Comparison of Bovine Transfer Factor and Tilmicosin Phosphate: Effects on Health and Growth Performance of Newly Arrived Feedlot Heifers

Two experiments were conducted to evaluate bovine transfer factor (TF) for use in receiving cattle. In Experiment 1,665 crossbred beef heifers initially weighing 225 kg were used in a completely randomized design to determine the effects of bovine TF on the health and performance of beef cattle during a 36-day receiving period. During initial processing, heifers received either a subcutaneous injection of tilmicosin phosphate at 10 mg/kg of body weight or an oral drench which provided 700 mg of TF isolated from bovine colostrum. Heifers given bovine TF during initial processing received an additional 700 mg of bovine TF per day in the diet between day 2 and 5. Heifers were monitored for clinical signs of undifferentiated bovine respiratory disease (UBRD), and heifers exhibiting signs of UBRD received antibiotic therapy.

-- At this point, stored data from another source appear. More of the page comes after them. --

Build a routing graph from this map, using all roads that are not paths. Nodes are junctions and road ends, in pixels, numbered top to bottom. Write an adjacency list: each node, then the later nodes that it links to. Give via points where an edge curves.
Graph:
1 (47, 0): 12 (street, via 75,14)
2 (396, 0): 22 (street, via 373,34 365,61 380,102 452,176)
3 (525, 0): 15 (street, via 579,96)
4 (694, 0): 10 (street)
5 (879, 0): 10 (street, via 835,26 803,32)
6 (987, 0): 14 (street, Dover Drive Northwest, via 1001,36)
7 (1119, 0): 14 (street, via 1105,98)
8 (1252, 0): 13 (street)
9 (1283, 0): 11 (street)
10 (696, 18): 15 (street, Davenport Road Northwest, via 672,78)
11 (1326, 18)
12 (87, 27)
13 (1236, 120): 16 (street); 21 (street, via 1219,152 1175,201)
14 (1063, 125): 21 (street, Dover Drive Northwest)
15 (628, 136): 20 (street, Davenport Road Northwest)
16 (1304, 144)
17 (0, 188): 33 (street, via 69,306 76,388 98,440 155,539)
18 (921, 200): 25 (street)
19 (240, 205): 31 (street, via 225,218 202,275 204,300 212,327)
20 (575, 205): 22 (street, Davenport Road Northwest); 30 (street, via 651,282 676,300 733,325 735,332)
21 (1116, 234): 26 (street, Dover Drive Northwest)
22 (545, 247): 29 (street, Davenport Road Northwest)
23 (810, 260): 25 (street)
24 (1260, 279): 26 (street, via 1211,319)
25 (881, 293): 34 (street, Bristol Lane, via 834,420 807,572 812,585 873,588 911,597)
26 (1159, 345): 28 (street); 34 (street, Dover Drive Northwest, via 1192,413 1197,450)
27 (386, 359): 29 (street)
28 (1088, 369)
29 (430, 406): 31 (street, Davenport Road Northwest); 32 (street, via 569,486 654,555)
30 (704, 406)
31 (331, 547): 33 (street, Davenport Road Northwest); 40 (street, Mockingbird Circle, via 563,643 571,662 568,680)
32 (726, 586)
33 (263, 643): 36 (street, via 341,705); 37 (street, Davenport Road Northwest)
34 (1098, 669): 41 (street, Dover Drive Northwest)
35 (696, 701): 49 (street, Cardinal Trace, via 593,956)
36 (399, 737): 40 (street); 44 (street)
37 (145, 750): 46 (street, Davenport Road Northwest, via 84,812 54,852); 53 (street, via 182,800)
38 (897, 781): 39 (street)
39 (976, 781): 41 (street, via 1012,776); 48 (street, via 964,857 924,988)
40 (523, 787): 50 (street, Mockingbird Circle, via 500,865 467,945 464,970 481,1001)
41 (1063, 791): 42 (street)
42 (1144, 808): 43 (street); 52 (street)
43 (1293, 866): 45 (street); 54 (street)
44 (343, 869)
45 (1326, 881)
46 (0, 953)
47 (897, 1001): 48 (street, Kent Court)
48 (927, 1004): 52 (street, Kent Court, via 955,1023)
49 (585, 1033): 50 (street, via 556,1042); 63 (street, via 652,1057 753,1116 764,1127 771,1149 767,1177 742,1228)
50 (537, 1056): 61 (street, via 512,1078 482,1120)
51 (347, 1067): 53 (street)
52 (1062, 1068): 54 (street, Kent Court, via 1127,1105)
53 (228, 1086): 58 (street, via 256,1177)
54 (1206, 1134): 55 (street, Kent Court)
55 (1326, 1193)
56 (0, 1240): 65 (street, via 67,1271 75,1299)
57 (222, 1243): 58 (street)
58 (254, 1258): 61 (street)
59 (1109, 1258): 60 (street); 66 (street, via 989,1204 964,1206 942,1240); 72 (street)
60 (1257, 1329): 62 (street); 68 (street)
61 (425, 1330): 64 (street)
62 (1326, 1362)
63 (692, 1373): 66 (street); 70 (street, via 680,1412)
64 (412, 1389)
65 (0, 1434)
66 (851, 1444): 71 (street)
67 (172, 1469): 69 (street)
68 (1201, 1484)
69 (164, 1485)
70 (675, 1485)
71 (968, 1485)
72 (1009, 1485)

In experiment 2, rumen fluid was incubated with casein or with bovine TF and was analyzed for in vitro NH3-N and total amino acid-N concentrations, which were used to calculate the rate of protein degradation. The percentage of heifers treated once, twice, or three times for UBRD was greater for heifers given bovine TF than for heifers given tilmicosin phosphate. During the 36-day receiving period, there were no differences between bovine TF and tilmicosin phosphate with respect to dry-matter intake, average daily gain, or gain efficiency of heifers. The rate of in vitro protein degradation was greater for bovine TF than for casein. Orally administering bovine TF as a prophylactic treatment against UBRD in cattle is not as effective as prophylactic medication with tilmicosin phosphate, possibly because of extensive degradation of bovine TF protein by rumen microflora.